Or, as I've heard folks calling it more casually: a canonical representation. This is a term derived from math.

In computer science, canonicalization (sometimes standardization or normalization) is a process for converting data that has more than one possible representation into a "standard", "normal", or canonical form. This can be done to compare different representations for equivalence, to count the number of distinct data structures, to improve the efficiency of various algorithms by eliminating repeated calculations, or to make it possible to impose a meaningful sorting order.

Now, this may not seem too relevant, but only because the language of math is highly abstract. (And that's why I've quoted more CS-related term rather that the original.) But, consider the following not immediately obvious implications:

  • Loss-less. Canonical form is a loss-less representation. It may serve as an intermediate for converting between other representations of the same kind.

    For example, Unicode is a super-set of many other encodings.

  • Arbitrary. Sometimes there are many equally good alternatives for the role of a canonical form.
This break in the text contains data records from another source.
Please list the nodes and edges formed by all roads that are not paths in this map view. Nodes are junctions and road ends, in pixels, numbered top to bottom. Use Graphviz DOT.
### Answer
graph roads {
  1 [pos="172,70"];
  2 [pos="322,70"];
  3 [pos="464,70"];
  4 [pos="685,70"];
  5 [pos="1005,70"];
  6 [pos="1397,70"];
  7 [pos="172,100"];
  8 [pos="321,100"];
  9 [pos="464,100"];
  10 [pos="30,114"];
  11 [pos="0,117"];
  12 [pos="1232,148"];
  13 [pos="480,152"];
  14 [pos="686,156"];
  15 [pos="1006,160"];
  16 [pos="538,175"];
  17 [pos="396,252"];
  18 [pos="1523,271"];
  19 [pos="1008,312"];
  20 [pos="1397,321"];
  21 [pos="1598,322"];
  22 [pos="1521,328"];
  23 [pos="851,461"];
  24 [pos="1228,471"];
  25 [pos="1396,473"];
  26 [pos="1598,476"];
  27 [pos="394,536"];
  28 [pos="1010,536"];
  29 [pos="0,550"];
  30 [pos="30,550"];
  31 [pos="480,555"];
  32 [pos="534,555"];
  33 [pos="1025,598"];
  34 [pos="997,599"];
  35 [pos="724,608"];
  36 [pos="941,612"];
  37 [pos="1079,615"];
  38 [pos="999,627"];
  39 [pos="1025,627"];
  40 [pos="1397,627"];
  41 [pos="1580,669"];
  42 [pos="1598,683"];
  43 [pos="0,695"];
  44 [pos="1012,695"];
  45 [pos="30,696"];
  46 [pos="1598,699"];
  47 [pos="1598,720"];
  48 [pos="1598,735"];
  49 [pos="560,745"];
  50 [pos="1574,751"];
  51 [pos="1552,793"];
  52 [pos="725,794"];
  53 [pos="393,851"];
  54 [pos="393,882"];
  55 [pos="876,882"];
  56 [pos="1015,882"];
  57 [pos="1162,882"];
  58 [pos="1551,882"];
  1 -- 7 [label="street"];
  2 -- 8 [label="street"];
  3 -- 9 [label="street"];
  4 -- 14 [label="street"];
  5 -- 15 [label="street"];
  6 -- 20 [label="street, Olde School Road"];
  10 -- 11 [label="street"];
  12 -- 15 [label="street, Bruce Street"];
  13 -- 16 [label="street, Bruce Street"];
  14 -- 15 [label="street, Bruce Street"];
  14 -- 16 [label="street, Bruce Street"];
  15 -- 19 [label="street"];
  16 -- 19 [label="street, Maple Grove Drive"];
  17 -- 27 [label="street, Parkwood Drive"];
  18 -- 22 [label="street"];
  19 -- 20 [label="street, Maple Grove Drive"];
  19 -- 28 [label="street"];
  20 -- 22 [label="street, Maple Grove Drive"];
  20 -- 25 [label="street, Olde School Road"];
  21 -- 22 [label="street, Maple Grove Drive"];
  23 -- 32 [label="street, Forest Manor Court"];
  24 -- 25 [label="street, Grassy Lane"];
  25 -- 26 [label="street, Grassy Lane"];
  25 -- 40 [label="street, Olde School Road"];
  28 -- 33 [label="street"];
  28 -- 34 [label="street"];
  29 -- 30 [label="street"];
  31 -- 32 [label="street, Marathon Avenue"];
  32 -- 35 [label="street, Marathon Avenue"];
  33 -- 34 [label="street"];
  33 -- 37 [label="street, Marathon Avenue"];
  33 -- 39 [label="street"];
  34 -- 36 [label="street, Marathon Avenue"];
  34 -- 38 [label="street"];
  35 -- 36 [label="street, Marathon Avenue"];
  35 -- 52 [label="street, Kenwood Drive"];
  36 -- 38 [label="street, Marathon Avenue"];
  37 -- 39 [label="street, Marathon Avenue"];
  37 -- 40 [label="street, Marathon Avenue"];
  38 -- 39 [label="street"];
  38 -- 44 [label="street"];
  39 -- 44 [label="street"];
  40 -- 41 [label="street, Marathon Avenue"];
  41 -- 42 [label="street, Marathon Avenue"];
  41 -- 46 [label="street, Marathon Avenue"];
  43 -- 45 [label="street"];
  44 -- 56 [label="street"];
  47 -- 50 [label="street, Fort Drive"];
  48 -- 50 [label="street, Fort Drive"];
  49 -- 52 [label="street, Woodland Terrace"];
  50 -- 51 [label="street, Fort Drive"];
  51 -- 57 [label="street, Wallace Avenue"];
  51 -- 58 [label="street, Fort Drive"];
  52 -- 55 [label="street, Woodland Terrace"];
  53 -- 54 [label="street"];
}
One may be chosen anyways, just for sake of standardization.

    In your example, customer's time zone was agreed upon, not because it's a better format, but because it's more prevalent in the code base (my guess), allowing the developers to spend less brain juice on validating their assumptions.

  • Conventional. The name itself suggests that a canonical form is a some sort of a standard (especially so if you'd call it a standard form), potentially making a convention more agreeable.

  • Contextual. Is SE, we often re-use and override concepts in different contexts. There is no global canonical form for a given kind of data, so you are free to declare your own standards in the scope that you own.

    You'd think something like Unicode should have a predefined canonical form, but an Unicode handling library may represent it differently under the hood, to improve performance or maintainability, and so that will be the canonical form for that library.


As a side note, I don't think that a sandwich is a good model for the given examples, because sandwich (as described) puts emphasis on crossing the boundaries. But we do boundaries all day every day: APIs, data hiding in OOP, namespaces, modules, domains, packages, etc. There's nothing special about this, besides boundaries being boundaries.

Rather, the crux is in the meaty part of the sandwich: establishing a certain data format/structure to be a standard way of working with a given kind of data. Which is similar to what you've described with you own words. Without a standard, the middle layer of that sandwich would be a salad of different formats and conversions between them.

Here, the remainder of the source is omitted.